Incumbent Mapps vs. Unseated Eudaly

(Illustration of Mingus Mapps and Chloe Eudaly) Illustration Credit - Savannah Quarum
By Clare Collins

Feb. 26, 2021

Walking through Portland since the COVID crisis began has been quite a staggering experience for many, myself included. I grew up in the Portland area and I don’t know that I’ve ever seen this level of houselessness before this year – that’s why the recent unseating of Commissioner Chloe Eudaly by newly elected Commissioner Mingus Mapps is especially deserving of our attention.

Their differing policies could have resounding impacts on the lives of those currently living on the streets, given that commissioners serve four year terms. The two differ in a number of housing related policy areas and this difference will surely impact the extent to which houselessness is reduced.

In terms of endorsements, Mapps received the backing of many development and business interests, such as Portland Metropolitan Association of Realtors, Home Builders Association of Metropolitan Portland, Union Electrical Workers, and Portland Business Alliance.

Eudaly, in contrast, received endorsements from tenant rights groups such as Community Alliance of Tenants (CAT) Action Fund, Portland Tenants United (PTU), and housing advocates Israel Bayer, Dr.

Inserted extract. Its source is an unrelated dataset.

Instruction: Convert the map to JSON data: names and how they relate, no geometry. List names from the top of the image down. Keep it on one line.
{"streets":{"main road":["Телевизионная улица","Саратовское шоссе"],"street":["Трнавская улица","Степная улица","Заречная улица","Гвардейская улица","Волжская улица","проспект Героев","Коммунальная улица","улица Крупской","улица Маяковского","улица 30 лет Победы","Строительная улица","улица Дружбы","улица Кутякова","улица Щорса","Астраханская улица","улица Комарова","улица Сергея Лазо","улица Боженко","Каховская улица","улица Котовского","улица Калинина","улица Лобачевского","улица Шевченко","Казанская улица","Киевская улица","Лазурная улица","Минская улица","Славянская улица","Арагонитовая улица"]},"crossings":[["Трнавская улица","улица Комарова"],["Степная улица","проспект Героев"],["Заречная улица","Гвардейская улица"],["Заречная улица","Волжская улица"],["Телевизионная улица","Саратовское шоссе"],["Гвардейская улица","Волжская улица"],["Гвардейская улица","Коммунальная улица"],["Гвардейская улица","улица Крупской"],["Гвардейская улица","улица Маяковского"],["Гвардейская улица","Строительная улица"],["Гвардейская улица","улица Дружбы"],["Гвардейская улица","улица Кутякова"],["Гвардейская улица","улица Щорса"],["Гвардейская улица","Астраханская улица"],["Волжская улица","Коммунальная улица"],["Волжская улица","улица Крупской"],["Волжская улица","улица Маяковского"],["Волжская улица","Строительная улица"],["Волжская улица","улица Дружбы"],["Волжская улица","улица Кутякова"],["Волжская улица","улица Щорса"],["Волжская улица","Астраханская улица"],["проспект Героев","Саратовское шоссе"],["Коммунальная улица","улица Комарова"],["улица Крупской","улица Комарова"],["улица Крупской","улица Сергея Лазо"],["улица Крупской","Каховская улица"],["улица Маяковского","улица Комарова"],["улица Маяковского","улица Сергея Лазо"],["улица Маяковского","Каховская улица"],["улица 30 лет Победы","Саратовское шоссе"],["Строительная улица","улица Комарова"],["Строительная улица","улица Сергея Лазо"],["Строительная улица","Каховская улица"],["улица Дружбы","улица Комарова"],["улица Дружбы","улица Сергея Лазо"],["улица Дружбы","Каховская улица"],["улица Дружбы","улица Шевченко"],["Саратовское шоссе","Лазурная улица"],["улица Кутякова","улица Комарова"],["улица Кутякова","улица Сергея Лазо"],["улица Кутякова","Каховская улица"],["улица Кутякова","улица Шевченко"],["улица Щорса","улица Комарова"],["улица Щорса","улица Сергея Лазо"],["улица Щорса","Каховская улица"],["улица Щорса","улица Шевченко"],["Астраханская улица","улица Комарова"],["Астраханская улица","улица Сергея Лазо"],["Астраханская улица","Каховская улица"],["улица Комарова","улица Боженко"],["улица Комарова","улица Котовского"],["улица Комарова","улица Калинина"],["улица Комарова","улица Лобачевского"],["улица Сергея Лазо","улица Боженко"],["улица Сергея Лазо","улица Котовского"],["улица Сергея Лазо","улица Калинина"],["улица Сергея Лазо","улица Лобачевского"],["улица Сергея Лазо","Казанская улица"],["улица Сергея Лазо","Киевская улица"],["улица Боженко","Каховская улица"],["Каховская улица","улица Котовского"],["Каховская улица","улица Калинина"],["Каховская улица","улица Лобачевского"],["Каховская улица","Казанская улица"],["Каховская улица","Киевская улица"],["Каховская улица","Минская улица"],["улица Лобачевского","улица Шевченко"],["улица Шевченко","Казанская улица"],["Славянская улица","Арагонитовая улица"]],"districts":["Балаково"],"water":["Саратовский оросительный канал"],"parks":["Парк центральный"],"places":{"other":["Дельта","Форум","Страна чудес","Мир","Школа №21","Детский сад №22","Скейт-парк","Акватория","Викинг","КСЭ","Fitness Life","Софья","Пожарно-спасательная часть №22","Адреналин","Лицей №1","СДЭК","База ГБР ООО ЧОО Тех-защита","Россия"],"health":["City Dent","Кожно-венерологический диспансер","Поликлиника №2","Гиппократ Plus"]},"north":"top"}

Lisa K. Bates, and Laura Moulton.

How Mapps and Eudaly Differ in Policy Focus

Mapps generally favors policies that will involve business interests and developers such as constructing new buildings on vacant land for affordable housing, investing in the construction of single room occupancy (SRO) living situations and allowing developers to fund the construction of shelters.

While SROs have been disappearing over the last 50 years or so, they’ve recently made a reappearance in the Portland housing world. Despite renewed city and county-wide investment in this low-income friendly housing model over the past several years, there has been mixed support from those operating in the realm of affordable housing.

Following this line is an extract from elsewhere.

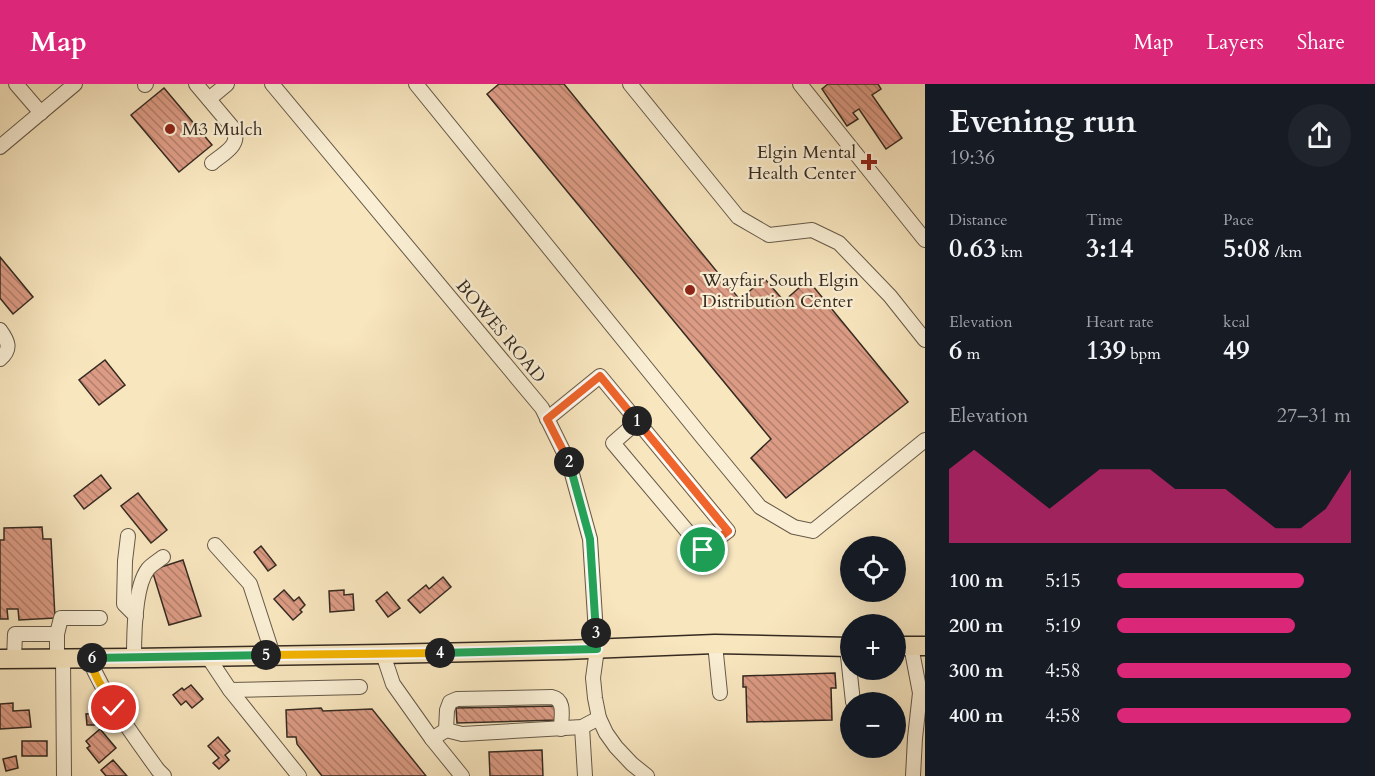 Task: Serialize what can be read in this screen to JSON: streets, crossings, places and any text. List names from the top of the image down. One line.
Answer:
{"streets":{"street":["BOWES ROAD"]},"places":{"other":["M3 Mulch","Wayfair South Elgin Distribution Center"],"health":["Elgin Mental Health Center"]},"page":{"header":"Map","nav":["Map","Layers","Share"],"heading":["Evening run","19:36"],"stats":[["Distance","0.63 km"],["Time","3:14"],["Pace","5:08 /km"],["Elevation","6 m"],["Heart rate","139 bpm"],["kcal","49"]],"chart":["Elevation","27–31 m"],"pins":["1","2","3","4","5","6"],"map_buttons":["+","−"],"list":[{"name":"100 m","note":"5:15"},{"name":"200 m","note":"5:19"},{"name":"300 m","note":"4:58"},{"name":"400 m","note":"4:58"}]}}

Mapps also strongly favors increasing government links to nonprofit groups that build affordable housing and of linking private and public sector groups together to create housing solutions.

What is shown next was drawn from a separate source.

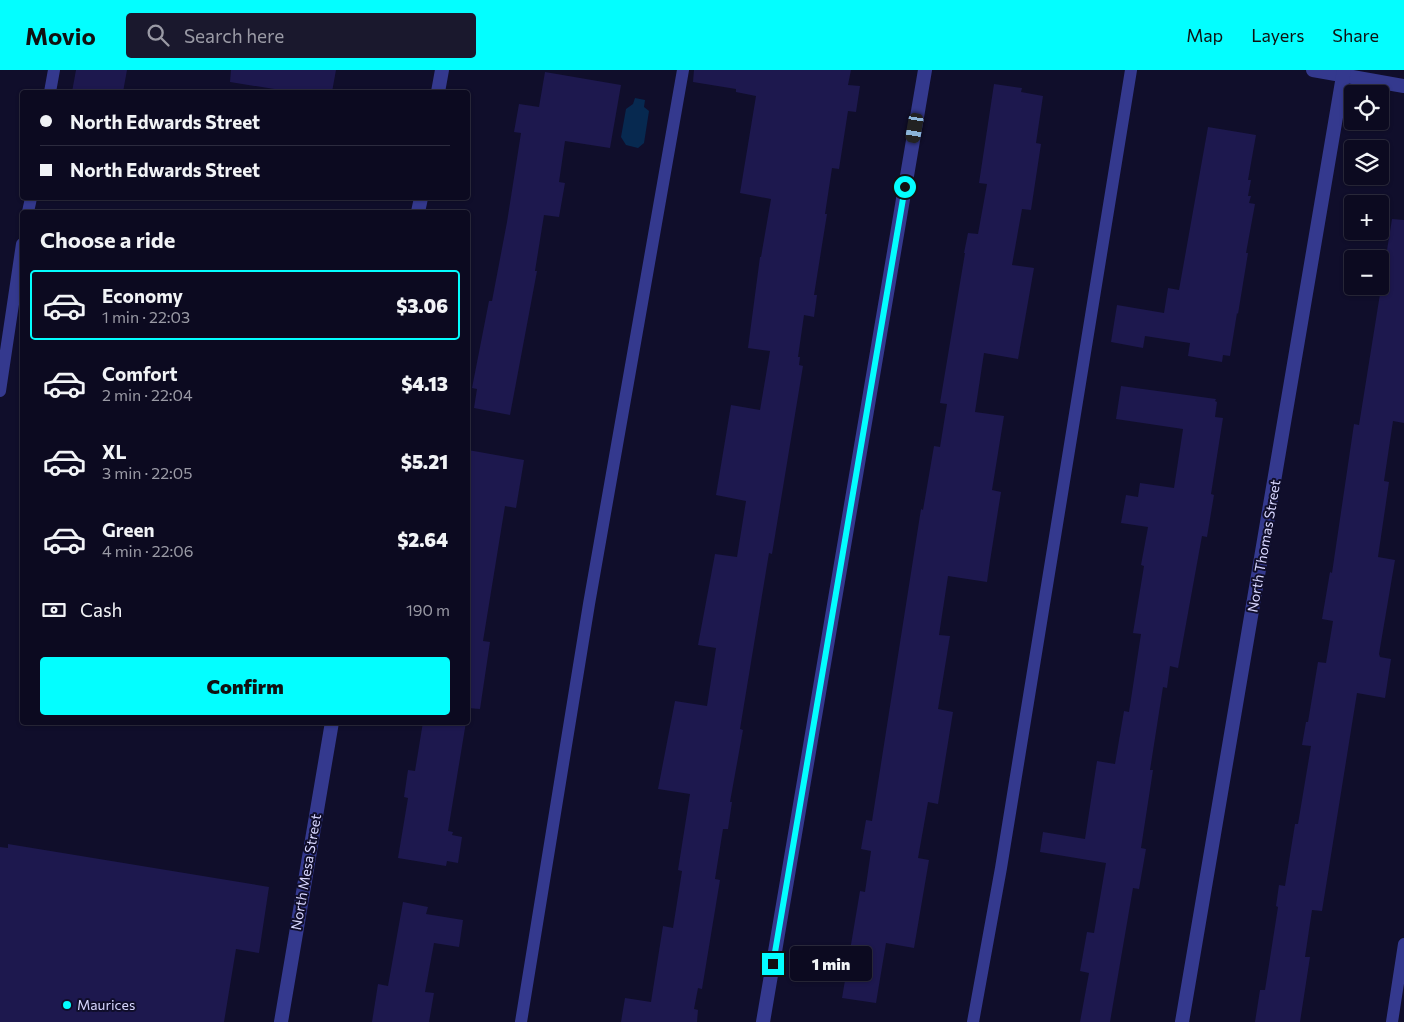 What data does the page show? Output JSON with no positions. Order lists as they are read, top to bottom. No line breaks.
{"streets":{"street":["North Thomas Street","North Mesa Street"]},"places":["Maurices"],"page":{"header":"Movio","search":"Search here","nav":["Map","Layers","Share"],"map_buttons":["+","−"],"banner":["North Edwards Street","North Edwards Street"],"heading":"Choose a ride","list":[{"name":"Economy","note":"1 min · 22:03","value":"$3.06"},{"name":"Comfort","note":"2 min · 22:04","value":"$4.13"},{"name":"XL","note":"3 min · 22:05","value":"$5.21"},{"name":"Green","note":"4 min · 22:06","value":"$2.64"}],"pay":["Cash","190 m"],"buttons":"Confirm","bubble":"1 min"}}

Eudaly, in contrast, appears to focus her efforts on tenant protections and has said that she sides more with renters than landlords. She has already passed The Mandatory Rental Relocation Ordinance which, according to her campaign website required “landlords who were no-cause or economically evicting tenants to share in the burden of their moving expenses.”

She also helped put together and funded a “directive to develop anti-displacement strategies in the City’s 2019 budget,” and worked with the Kenton neighborhood and other local figures to site the Kenton Women's Village, a shelter working to provide a transition out of houselessness for 20 women. However, Eudaly also supported some construction projects to create affordable housing. On her website she mentioned a campaign goal for the next four years of “supporting development of affordable housing co-ops and Community Land Trusts.”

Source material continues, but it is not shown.